Also mein Ziel ist es ein Wasserstandsanzeige für einen kleinen 
Wasserbehälter zu realisieren. (D50x250mm)

Das einfachste wäre zwei Aluminiumdräte im geeigneten Abstand 
einzutauchen und darüber einen Strom fliessen zu lassen. Sobald kein 
Wasser mehr darin ist ändert sich der Strom.
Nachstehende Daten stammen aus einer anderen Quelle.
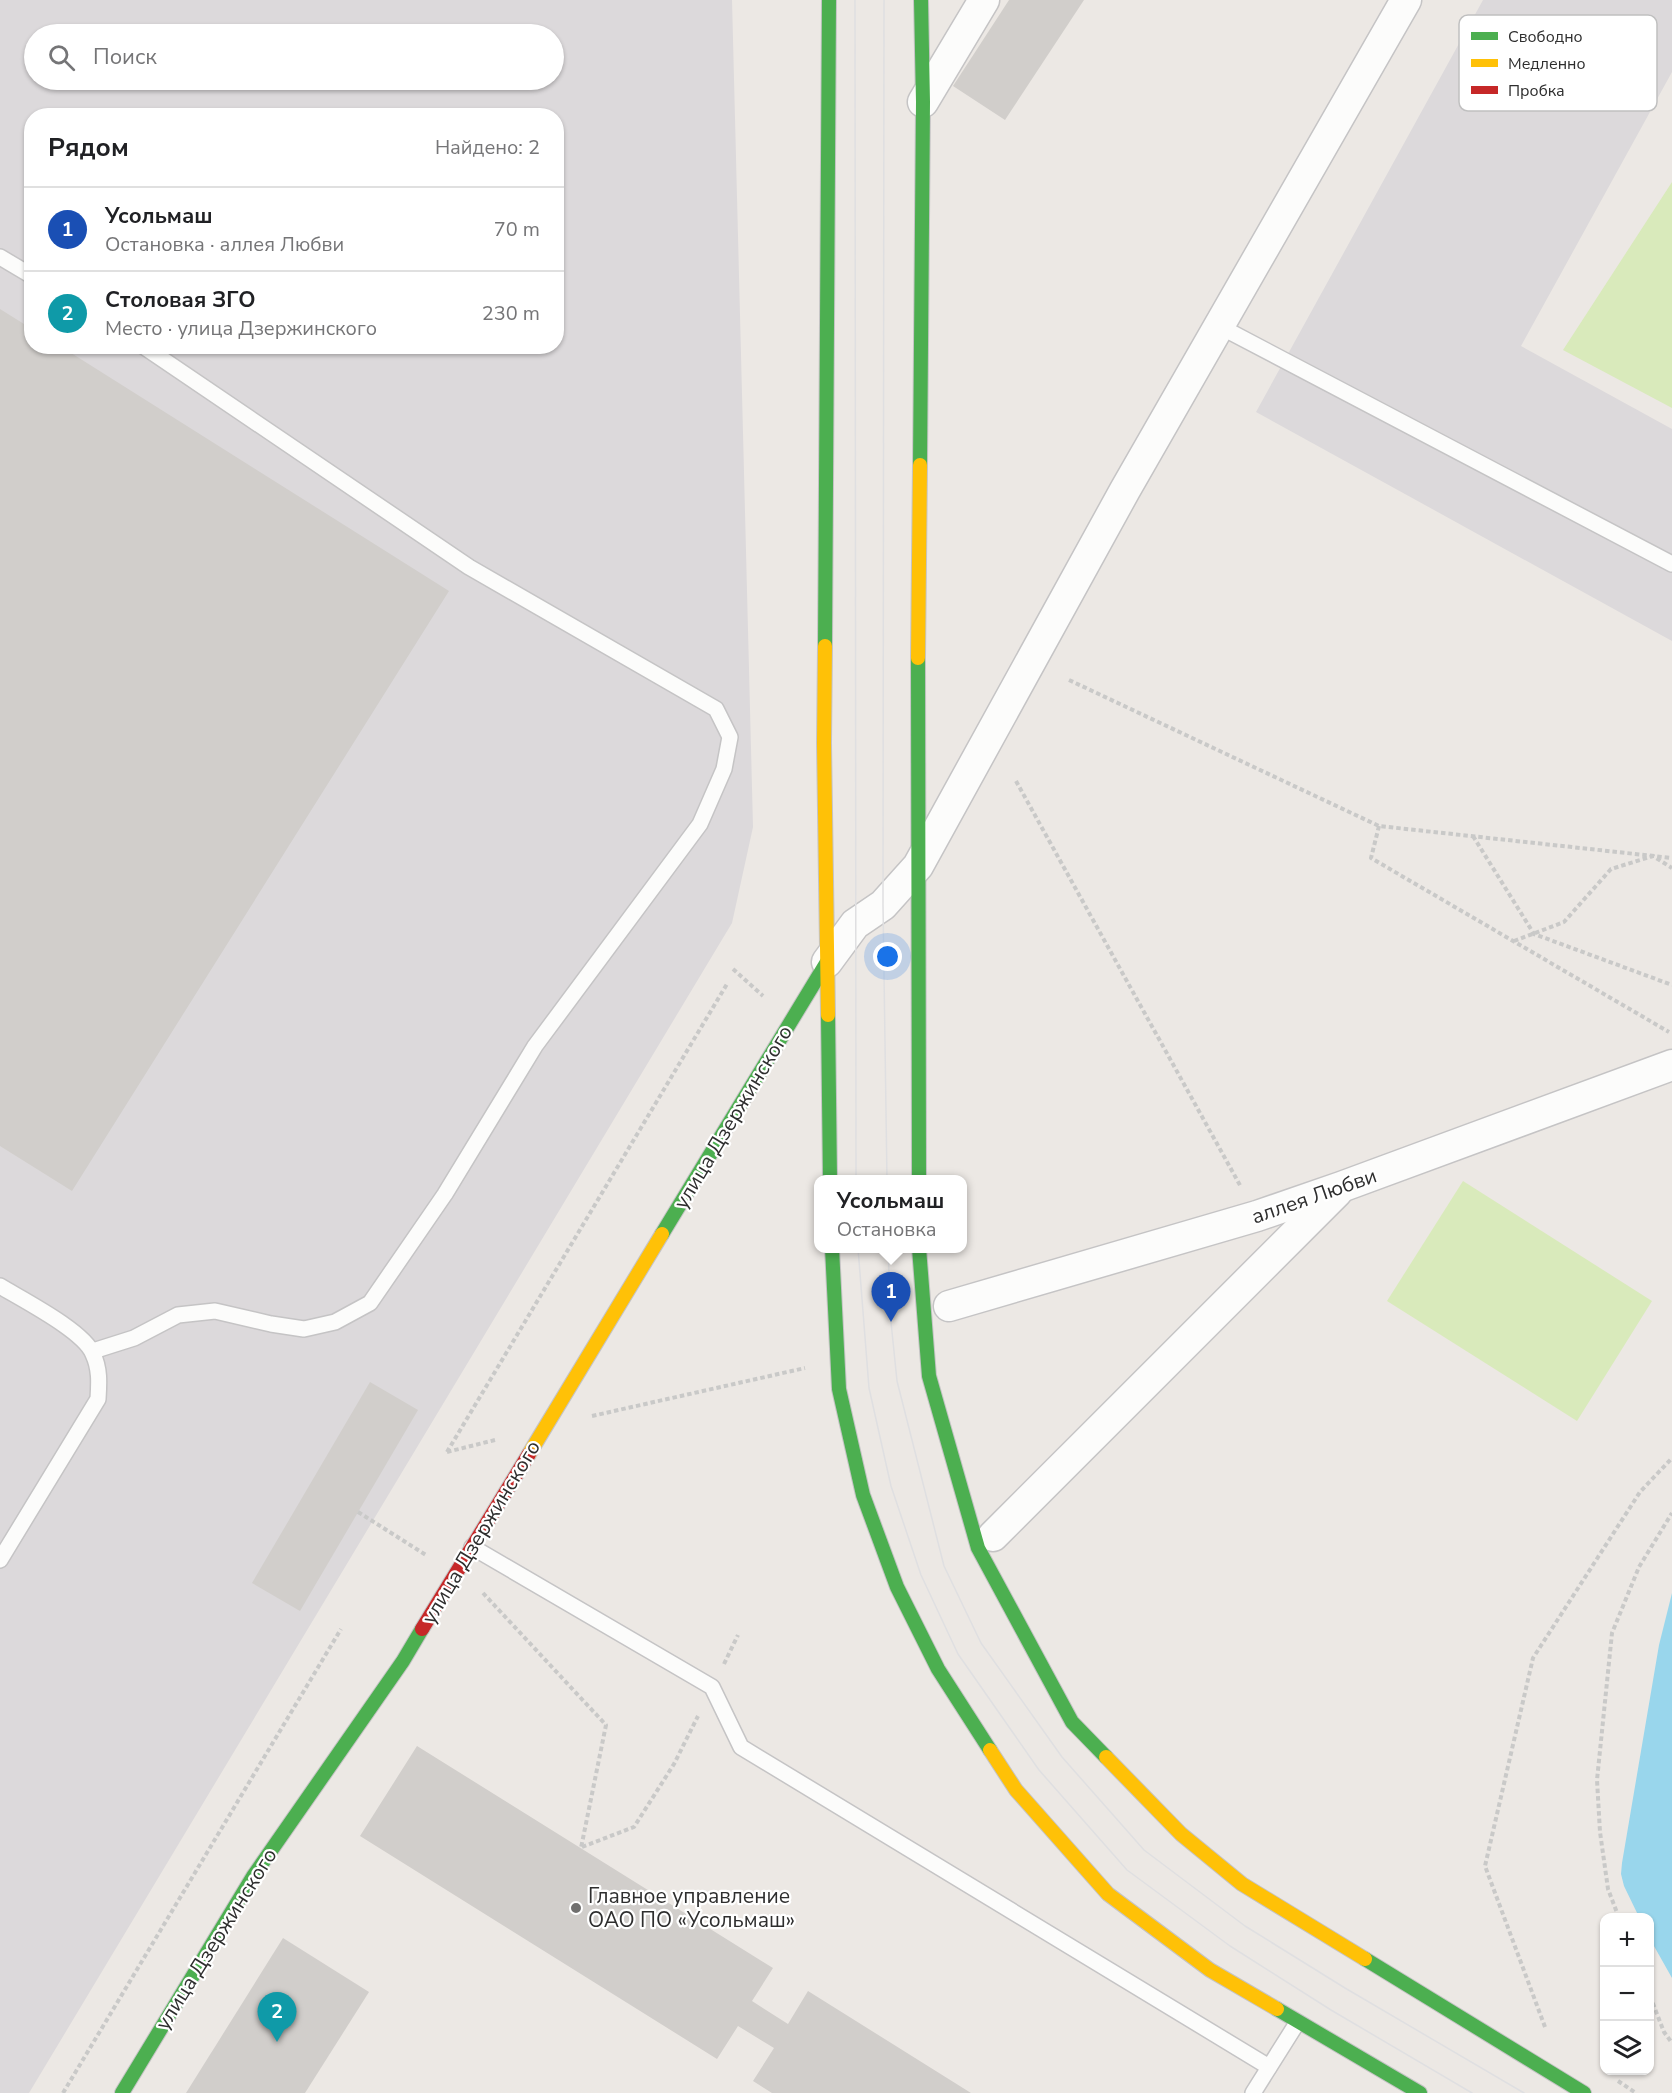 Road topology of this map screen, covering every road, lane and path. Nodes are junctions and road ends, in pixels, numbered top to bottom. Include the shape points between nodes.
1 (829, 0) edge
2 (921, 0) edge
3 (984, 0) edge
4 (1406, 0) edge
5 (923, 102) junction
6 (0, 257) edge
7 (24, 271) edge
8 (1219, 326) junction
9 (155, 354) edge
10 (1672, 564) edge
11 (1069, 680) dead end
12 (1016, 781) dead end
13 (1379, 826) junction
14 (1473, 835) junction
15 (1653, 856) junction
16 (1672, 858) edge
17 (918, 866) junction
18 (1672, 868) edge
19 (1534, 934) junction
20 (1514, 941) junction
21 (827, 962) junction
22 (733, 969) dead end
23 (727, 984) dead end
24 (1672, 985) edge
25 (763, 996) dead end
26 (1672, 1034) edge
27 (1672, 1065) edge
28 (830, 1175) edge
29 (919, 1175) edge
30 (1341, 1188) junction
31 (1257, 1216) junction
32 (832, 1253) edge
33 (919, 1253) edge
34 (0, 1286) edge
35 (949, 1306) dead end
36 (93, 1351) junction
37 (806, 1368) dead end
38 (583, 1418) dead end
39 (447, 1452) dead end
40 (1672, 1458) edge
41 (358, 1512) dead end
42 (1672, 1513) edge
43 (993, 1536) dead end
44 (472, 1547) junction
45 (0, 1560) edge
46 (435, 1561) dead end
47 (480, 1589) dead end
48 (341, 1629) dead end
49 (674, 1764) dead end
50 (1617, 1913) edge
51 (1654, 2006) edge
52 (1297, 2023) junction
53 (1547, 2032) dead end
54 (1672, 2043) edge
55 (1269, 2067) junction
56 (1616, 2079) dead end
57 (63, 2093) edge
58 (122, 2093) edge
59 (1252, 2093) edge
60 (1420, 2093) edge
61 (1584, 2093) edge
62 (1636, 2093) edge

1 - 21 main road via 824,743
2 - 5 main road
3 - 5 street
4 - 8 street
5 - 17 main road
6 - 7 lane
8 - 10 lane
8 - 17 street
9 - 36 lane via 469,567 716,709 730,736 724,769 700,824 535,1046 445,1194 370,1304 335,1322 304,1329 215,1311 178,1315 134,1338
11 - 13 path
12 - 31 path
13 - 14 path
13 - 20 path via 1371,858
14 - 15 path
14 - 19 path
15 - 16 path
15 - 18 path
15 - 19 path via 1611,869 1564,922
17 - 21 street via 883,906 855,924
17 - 29 main road
19 - 20 path
19 - 24 path
20 - 26 path
21 - 28 main road
21 - 44 main road, улица Дзержинского
22 - 25 path
23 - 39 path
27 - 30 street, аллея Любви
30 - 31 street, аллея Любви
30 - 43 street
31 - 35 street, аллея Любви
32 - 52 main road via 839,1389 863,1495 897,1587 938,1669 1016,1790 1108,1894 1210,1970
33 - 61 main road via 929,1376 978,1548 1072,1722 1181,1834 1242,1884
34 - 36 lane via 74,1331
36 - 45 lane via 100,1374 99,1400
37 - 38 path
40 - 53 path via 1640,1492 1533,1658 1485,1866
41 - 46 path
42 - 50 path via 1640,1567 1612,1633 1597,1780 1608,1889
44 - 55 lane via 712,1687 741,1747
44 - 58 main road, улица Дзержинского via 403,1661 254,1875
47 - 49 path via 606,1725 581,1848 634,1827
48 - 57 path
51 - 54 path
52 - 55 lane
52 - 60 main road
55 - 59 lane
56 - 62 path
Alumimdräte weil diese 
nicht korrodieren.

https://de.wikipedia.org/wiki/F%C3%BCllstandmessung#Messung_der_elektrischen_Leitf%C3%A4higkeit

Leifähigkeitsmessung.

Das Wasser wird zum kühlen von verwendet(entmineralisiertes Wasser). 
Nehmen wir an ich verwende 10-100mA 12VDC (optimal alle 5-10s eine 
Messung)

Auf Wikipedia steht folgendes :
Durch die Verwendung von Wechselstrom im Messstromkreis werden Korrosion 
des Sondenstabes und elektrochemische Reaktionen des Füllgutes 
vermieden. Zur sicheren Messung bei bewegter Flüssigkeitsoberfläche ist 
oft eine Zeitverzögerung des Ausgangssignals eingebaut.


Nun zu meiner Fragen:
Der Wasserzustand(elektrochemische Reaktion) darf sich aber über längere 
zeit nicht verändern. Auch die beiden Aluminiumdräte(Sonden) sollen 
nicht kapput gehen.

Klappt dies auch mit DC wiel laut Wikipedia sollte man AC verwnden?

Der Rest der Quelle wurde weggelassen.